[What to produce] Images are to be left out; everything else in the records gets copied exactly.

[Source data]
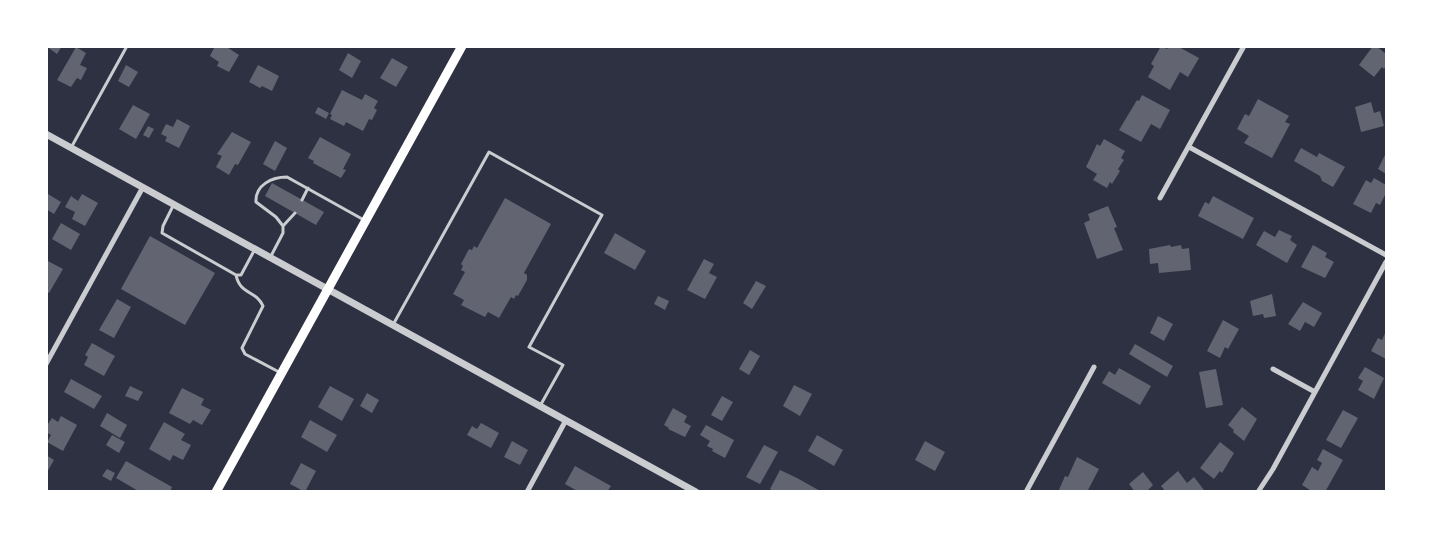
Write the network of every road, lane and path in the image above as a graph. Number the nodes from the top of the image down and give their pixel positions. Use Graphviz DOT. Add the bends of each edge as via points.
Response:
graph roads {
  1 [pos="127,46"];
  2 [pos="462,46"];
  3 [pos="1244,46"];
  4 [pos="46,134"];
  5 [pos="1189,147"];
  6 [pos="72,148"];
  7 [pos="144,187"];
  8 [pos="308,188"];
  9 [pos="1160,198"];
  10 [pos="302,200"];
  11 [pos="174,204"];
  12 [pos="295,213"];
  13 [pos="366,221"];
  14 [pos="283,226"];
  15 [pos="255,249"];
  16 [pos="1386,255"];
  17 [pos="270,257"];
  18 [pos="1386,262"];
  19 [pos="236,275"];
  20 [pos="328,289"];
  21 [pos="393,325"];
  22 [pos="46,364"];
  23 [pos="1094,368"];
  24 [pos="1273,369"];
  25 [pos="281,374"];
  26 [pos="1315,392"];
  27 [pos="540,406"];
  28 [pos="566,420"];
  29 [pos="216,492"];
  30 [pos="527,492"];
  31 [pos="696,492"];
  32 [pos="1026,492"];
  33 [pos="1258,492"];
  1 -- 6 [label="lane"];
  2 -- 13 [label="main road"];
  3 -- 5 [label="street"];
  4 -- 6 [label="street"];
  5 -- 9 [label="street"];
  5 -- 16 [label="street"];
  6 -- 7 [label="street"];
  7 -- 11 [label="street"];
  7 -- 22 [label="street"];
  8 -- 10 [label="lane"];
  8 -- 13 [label="lane"];
  8 -- 14 [label="lane" via="280,177 259,189 256,202"];
  11 -- 15 [label="street"];
  11 -- 19 [label="lane" via="162,233"];
  12 -- 14 [label="lane"];
  13 -- 20 [label="main road"];
  14 -- 17 [label="lane"];
  15 -- 17 [label="street"];
  15 -- 19 [label="lane" via="244,271"];
  17 -- 20 [label="street"];
  18 -- 26 [label="street"];
  19 -- 25 [label="lane" via="238,284 263,306 242,348 245,354"];
  20 -- 21 [label="street"];
  20 -- 25 [label="main road"];
  21 -- 27 [label="street"];
  21 -- 27 [label="lane" via="489,152 602,215 529,347 563,365"];
  23 -- 32 [label="street"];
  24 -- 26 [label="street"];
  25 -- 29 [label="main road"];
  26 -- 33 [label="street"];
  27 -- 28 [label="street"];
  28 -- 30 [label="street"];
  28 -- 31 [label="street"];
}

[Your response]
Write the network of every road, lane and path in the image above as a graph. Number the nodes from the top of the image down and give their pixel positions. Use Graphviz DOT. Add the bends of each edge as via points.
Response:
graph roads {
  1 [pos="127,46"];
  2 [pos="462,46"];
  3 [pos="1244,46"];
  4 [pos="46,134"];
  5 [pos="1189,147"];
  6 [pos="72,148"];
  7 [pos="144,187"];
  8 [pos="308,188"];
  9 [pos="1160,198"];
  10 [pos="302,200"];
  11 [pos="174,204"];
  12 [pos="295,213"];
  13 [pos="366,221"];
  14 [pos="283,226"];
  15 [pos="255,249"];
  16 [pos="1386,255"];
  17 [pos="270,257"];
  18 [pos="1386,262"];
  19 [pos="236,275"];
  20 [pos="328,289"];
  21 [pos="393,325"];
  22 [pos="46,364"];
  23 [pos="1094,368"];
  24 [pos="1273,369"];
  25 [pos="281,374"];
  26 [pos="1315,392"];
  27 [pos="540,406"];
  28 [pos="566,420"];
  29 [pos="216,492"];
  30 [pos="527,492"];
  31 [pos="696,492"];
  32 [pos="1026,492"];
  33 [pos="1258,492"];
  1 -- 6 [label="lane"];
  2 -- 13 [label="main road"];
  3 -- 5 [label="street"];
  4 -- 6 [label="street"];
  5 -- 9 [label="street"];
  5 -- 16 [label="street"];
  6 -- 7 [label="street"];
  7 -- 11 [label="street"];
  7 -- 22 [label="street"];
  8 -- 10 [label="lane"];
  8 -- 13 [label="lane"];
  8 -- 14 [label="lane" via="280,177 259,189 256,202"];
  11 -- 15 [label="street"];
  11 -- 19 [label="lane" via="162,233"];
  12 -- 14 [label="lane"];
  13 -- 20 [label="main road"];
  14 -- 17 [label="lane"];
  15 -- 17 [label="street"];
  15 -- 19 [label="lane" via="244,271"];
  17 -- 20 [label="street"];
  18 -- 26 [label="street"];
  19 -- 25 [label="lane" via="238,284 263,306 242,348 245,354"];
  20 -- 21 [label="street"];
  20 -- 25 [label="main road"];
  21 -- 27 [label="street"];
  21 -- 27 [label="lane" via="489,152 602,215 529,347 563,365"];
  23 -- 32 [label="street"];
  24 -- 26 [label="street"];
  25 -- 29 [label="main road"];
  26 -- 33 [label="street"];
  27 -- 28 [label="street"];
  28 -- 30 [label="street"];
  28 -- 31 [label="street"];
}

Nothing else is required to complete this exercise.